I’m glad you bring this up. This is a huge architectural difference from the 
original OpenSOC topology and one that we have been warned to take back then.
To be perfectly honest, I don’t see the big perfomance improvement from 
parallel processing. If a specific enrichment is a little more i/o dependent 
than the other you can tweak parallelism to address this.
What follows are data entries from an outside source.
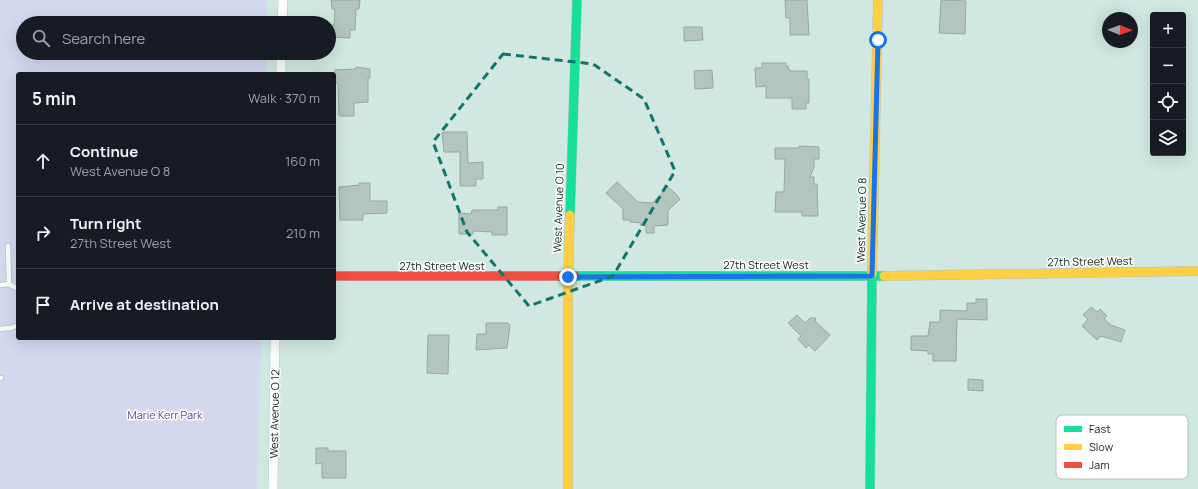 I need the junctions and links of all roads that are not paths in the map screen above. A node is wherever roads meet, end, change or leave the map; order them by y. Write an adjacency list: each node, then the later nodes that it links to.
1 (283, 0): 4 (street)
2 (577, 0): 11 (street, West Avenue O 10)
3 (878, 0): 10 (street, West Avenue O 8)
4 (282, 16)
5 (282, 60): 6 (street)
6 (281, 72)
7 (8, 246): 12 (lane)
8 (1198, 271): 10 (street, 27th Street West)
9 (336, 276): 11 (street, 27th Street West)
10 (872, 276): 11 (street, 27th Street West); 20 (street, West Avenue O 8)
11 (568, 277): 19 (street, West Avenue O 10)
12 (9, 284): 13 (lane); 14 (lane)
13 (0, 285)
14 (16, 288)
15 (16, 326): 16 (lane)
16 (0, 328)
17 (275, 340): 18 (street, West Avenue O 12)
18 (273, 489)
19 (568, 489)
20 (870, 489)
Also there can be 
dependencies that make parallel enrichment virtually impossible or at least 
less efficient (i.e. first labeling, and “completing” a message and then 
dependent of label and completeness do different other enrichments).
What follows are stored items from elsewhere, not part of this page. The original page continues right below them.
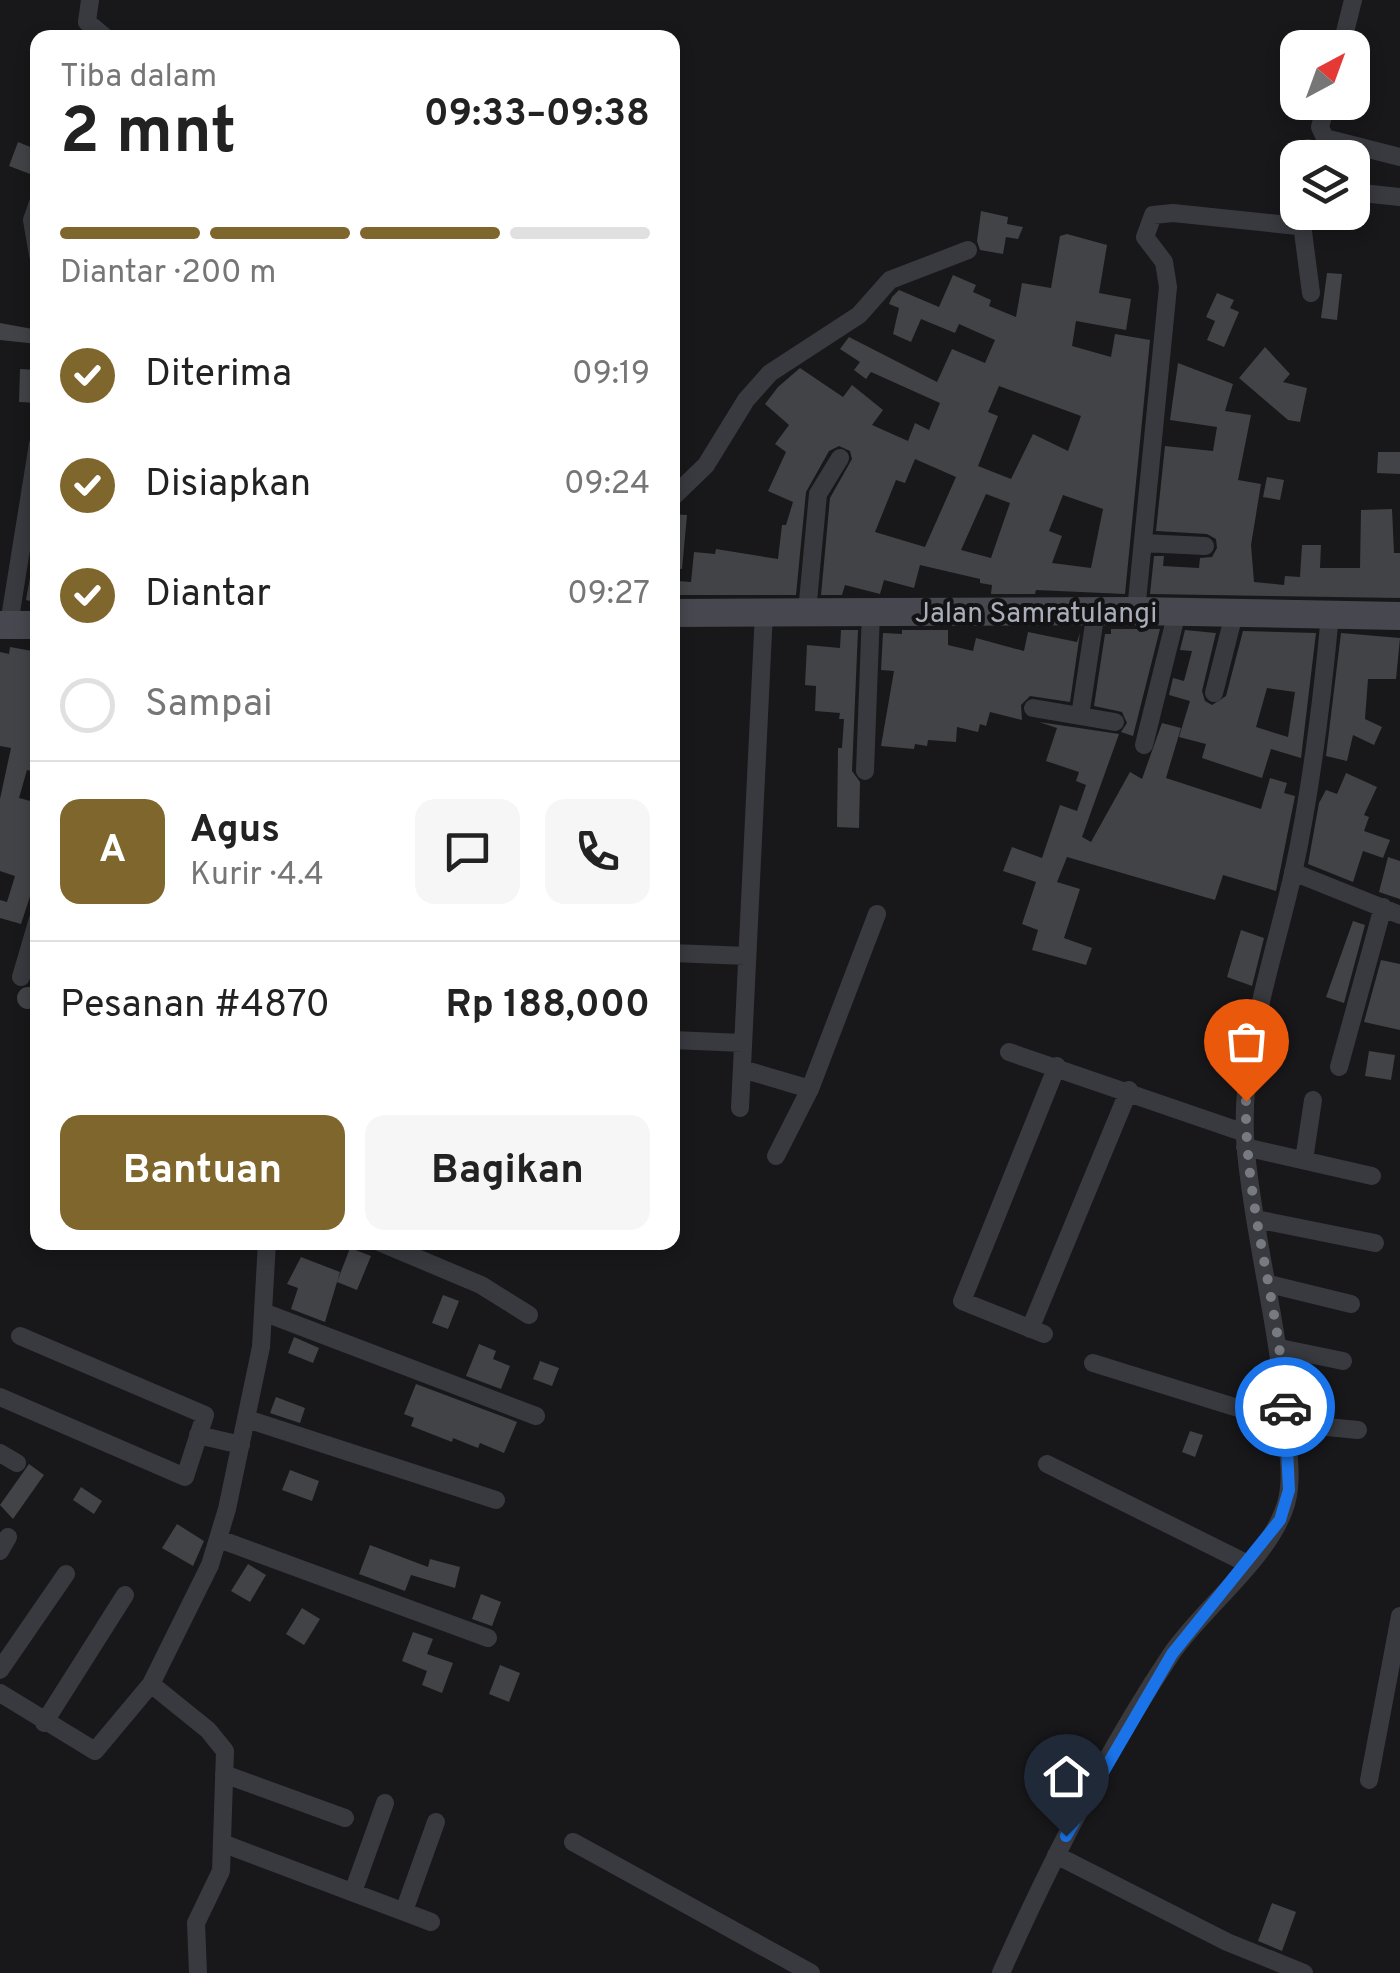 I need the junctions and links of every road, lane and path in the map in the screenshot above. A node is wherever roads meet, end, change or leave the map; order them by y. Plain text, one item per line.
1 (90, 0) edge
2 (1353, 0) edge
3 (96, 30) edge
4 (1346, 30) edge
5 (1322, 120) edge
6 (1400, 157) edge
7 (1370, 194) edge
8 (1400, 197) edge
9 (1280, 218) edge
10 (1305, 230) edge
11 (968, 250) dead end
12 (1311, 292) dead end
13 (840, 458) dead end
14 (30, 486) edge
15 (680, 490) edge
16 (1143, 542) junction
17 (1205, 546) dead end
18 (1096, 611) junction
19 (1136, 611) junction
20 (764, 612) junction
21 (807, 612) junction
22 (871, 612) junction
23 (1177, 612) junction
24 (680, 613) edge
25 (1234, 614) junction
26 (1330, 615) junction
27 (1400, 616) edge
28 (4, 624) edge
29 (30, 625) edge
30 (1214, 692) dead end
31 (1033, 708) dead end
32 (1080, 716) junction
33 (1116, 722) dead end
34 (1144, 745) dead end
35 (864, 771) dead end
36 (1293, 872) junction
37 (1392, 911) edge
38 (877, 914) dead end
39 (30, 947) edge
40 (680, 953) edge
41 (747, 956) junction
42 (21, 977) dead end
43 (680, 1040) edge
44 (743, 1043) junction
45 (1009, 1052) dead end
46 (1056, 1066) junction
47 (1339, 1067) dead end
48 (742, 1070) junction
49 (810, 1089) junction
50 (1128, 1090) junction
51 (1313, 1100) dead end
52 (740, 1108) dead end
53 (1245, 1140) junction
54 (776, 1156) dead end
55 (1304, 1160) junction
56 (1372, 1176) dead end
57 (1256, 1219) junction
58 (1374, 1243) dead end
59 (267, 1250) edge
60 (398, 1250) edge
61 (1269, 1284) junction
62 (1351, 1304) dead end
63 (263, 1312) junction
64 (530, 1315) dead end
65 (20, 1336) dead end
66 (1280, 1348) junction
67 (1344, 1361) dead end
68 (1093, 1362) dead end
69 (0, 1397) edge
70 (536, 1416) dead end
71 (247, 1419) junction
72 (1286, 1424) junction
73 (1358, 1430) dead end
74 (198, 1436) junction
75 (242, 1445) junction
76 (0, 1452) edge
77 (17, 1463) dead end
78 (1048, 1464) dead end
79 (496, 1500) dead end
80 (219, 1540) junction
81 (1246, 1563) junction
82 (66, 1574) dead end
83 (125, 1595) dead end
84 (1400, 1616) edge
85 (488, 1638) dead end
86 (0, 1670) edge
87 (151, 1684) junction
88 (0, 1693) edge
89 (44, 1722) junction
90 (224, 1774) junction
91 (1370, 1780) dead end
92 (385, 1803) dead end
93 (344, 1818) dead end
94 (436, 1822) dead end
95 (573, 1842) dead end
96 (222, 1843) junction
97 (1056, 1855) junction
98 (354, 1892) junction
99 (404, 1911) junction
100 (431, 1922) dead end
101 (198, 1973) edge
102 (811, 1973) edge
103 (1001, 1973) edge
104 (1304, 1973) edge

1 - 3 street
2 - 4 street
5 - 6 street
7 - 8 street
9 - 16 street
10 - 12 street
11 - 15 street
13 - 21 street
14 - 28 street
16 - 17 street
16 - 19 street
18 - 19 main road, Jalan Samratulangi
18 - 22 main road, Jalan Samratulangi
18 - 32 street
19 - 23 main road, Jalan Samratulangi
20 - 21 main road, Jalan Samratulangi
20 - 24 main road, Jalan Samratulangi
20 - 41 street
21 - 22 main road, Jalan Samratulangi
22 - 35 street
23 - 25 main road, Jalan Samratulangi
23 - 34 street
25 - 26 main road, Jalan Samratulangi
25 - 30 street
26 - 27 main road, Jalan Samratulangi
26 - 36 street
28 - 29 main road
31 - 32 street
32 - 33 street
36 - 37 street
36 - 53 street
37 - 47 street
38 - 49 street
39 - 42 street
40 - 41 street
41 - 44 street
43 - 44 street
44 - 48 street
45 - 46 street
46 - 50 street
46 - 50 street
48 - 49 street
48 - 52 street
49 - 54 street
50 - 53 street
51 - 55 street
53 - 55 street
53 - 57 street
55 - 56 street
57 - 58 street
57 - 61 street
59 - 63 street
60 - 64 street
61 - 62 street
61 - 66 street
63 - 70 street
63 - 71 street
65 - 74 street
66 - 67 street
66 - 72 street
68 - 72 street
69 - 74 street
71 - 75 street
71 - 79 street
72 - 73 street
72 - 81 street
74 - 75 street
75 - 80 street
76 - 77 street
78 - 81 street
80 - 85 street
80 - 87 street
81 - 97 street
82 - 86 street
83 - 89 street
84 - 91 street
87 - 89 street
87 - 90 street
88 - 89 street
90 - 93 street
90 - 96 street
92 - 98 street
94 - 99 street
95 - 102 street
96 - 98 street
96 - 101 street
97 - 103 street
97 - 104 street
98 - 99 street
99 - 100 street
So you have a +1 from me for serial rather than parallel enrichment.


BR,
   Christian

On 16.05.17, 16:58, "Casey Stella" <ceste...@gmail.com> wrote:

    Hi All,
    
    Last week, I encountered some weirdness in the Enrichment topology.  Doing
    some somewhat high-latency enrichment work, I noticed that at some point,
    data stopped flowing through the enrichment topology.  I tracked down the
    problem to the join bolt.  For those who aren't aware, we do a split/join
    pattern so that enrichments can be done in parallel.  It works as follows:
    
       - A split bolt sends the appropriate subset of the message to each
       enrichment bolt as well as the whole message to the join bolt
       - The join bolt will receive each of the pieces of the message and then,
       when fully joined, it will send the message on.
    
    
    What is happening under load or high velocity, however, is that the cache
    is evicting the partially joined message before it can be fully joined due
    to the volume of traffic.  This is obviously not ideal.  As such, it is
    clear that adjusting the size of the cache and the characteristics of
    eviction is likely a good idea and a necessary part to tuning enrichments.
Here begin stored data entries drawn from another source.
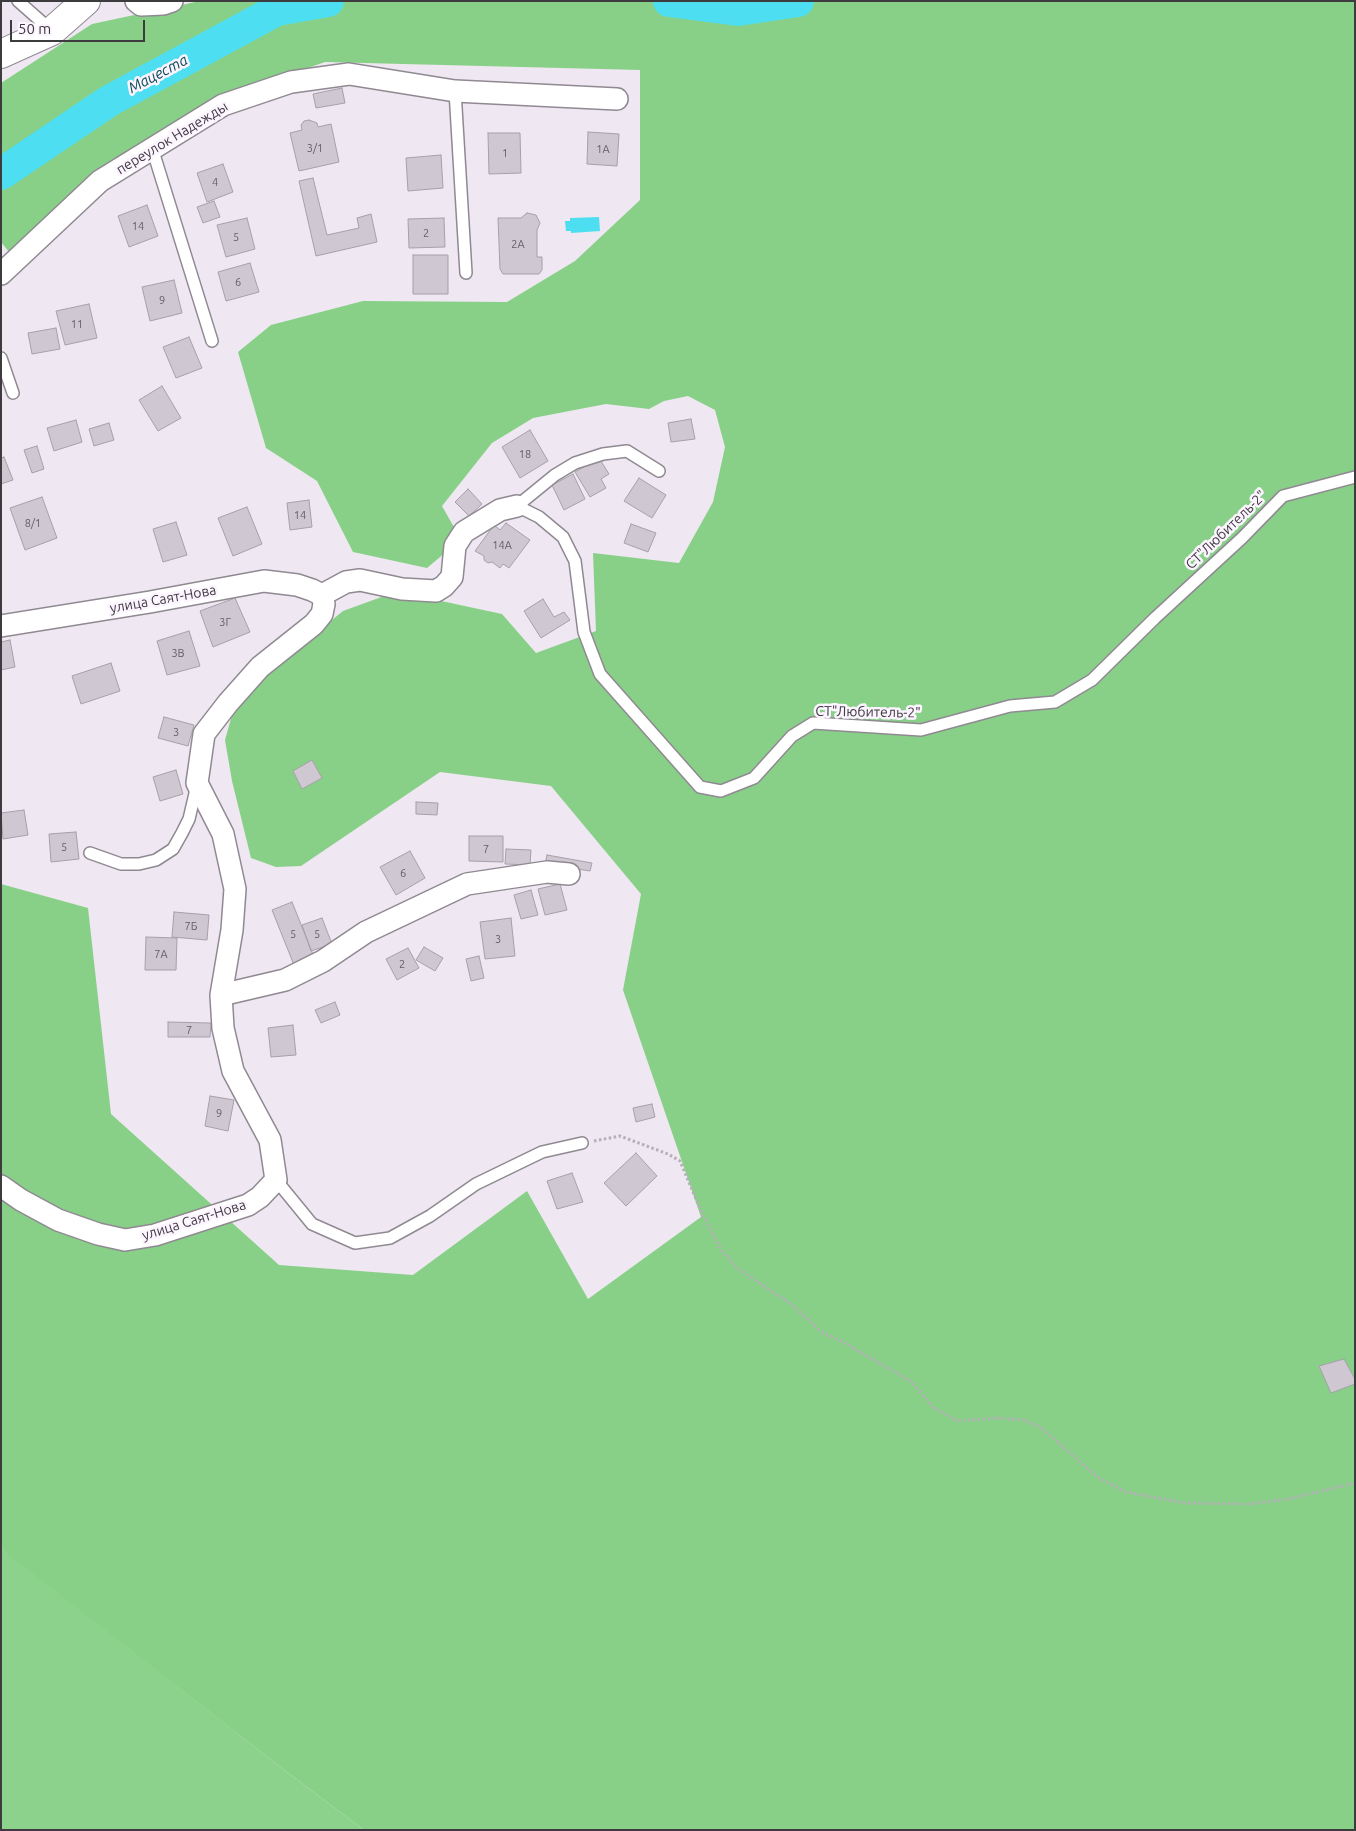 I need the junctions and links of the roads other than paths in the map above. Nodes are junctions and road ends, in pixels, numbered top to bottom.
1 (18, 1) edge
2 (86, 1) edge
3 (136, 1) edge
4 (172, 1) edge
5 (52, 31) junction
6 (1, 54) edge
7 (455, 91) junction
8 (617, 99) dead end
9 (152, 148) junction
10 (466, 273) dead end
11 (1, 274) edge
12 (212, 341) dead end
13 (1, 358) edge
14 (13, 393) dead end
15 (659, 471) dead end
16 (1355, 477) edge
17 (517, 506) junction
18 (322, 595) junction
19 (1, 626) edge
20 (197, 783) junction
21 (90, 853) dead end
22 (569, 874) dead end
23 (221, 995) junction
24 (582, 1143) road end
25 (276, 1180) junction
26 (1, 1186) edge

1 - 5 lane
2 - 5 street
3 - 4 street
5 - 6 street
7 - 8 street, переулок Надежды
7 - 9 street, переулок Надежды
7 - 10 lane
9 - 11 street, переулок Надежды
9 - 12 lane
13 - 14 lane
15 - 17 lane
16 - 17 lane, СТ"Любитель-2"
17 - 18 street
18 - 19 street, улица Саят-Нова
18 - 20 street
20 - 21 lane
20 - 23 street
22 - 23 street
23 - 25 street
24 - 25 lane
25 - 26 street, улица Саят-Нова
    The cache size is sensitive to:
    
       - The latency of the *slowest* enrichment
       - The number of tuples in flight at once
    
    As such, the knobs you have to tune are either the parallelism of the join
    bolt or the size of the cache.
    
    As it stands, I see a couple of things wrong here that we can correct with
    minimal issue:
    
       - We have no message of warning indicating that this is happening
       - Changing cache sizes means changing flux.  We should promote this to
       the properties file.
       - We should document the knobs mentioned above clearly in the enrichment
       topology README
    
    Those small changes, I think, are table stakes, but what I wanted to
    discuss more in depth is the lingering questions:
    
       - Is this an architectural pattern that we can use as-is?
          - Should we consider a persistent cache a la HBase or Apache Ignite
          as a pluggable component to Metron?
          - Should we consider taking the performance hit and doing the
          enrichments serially?
       - When an eviction happens, what should we do?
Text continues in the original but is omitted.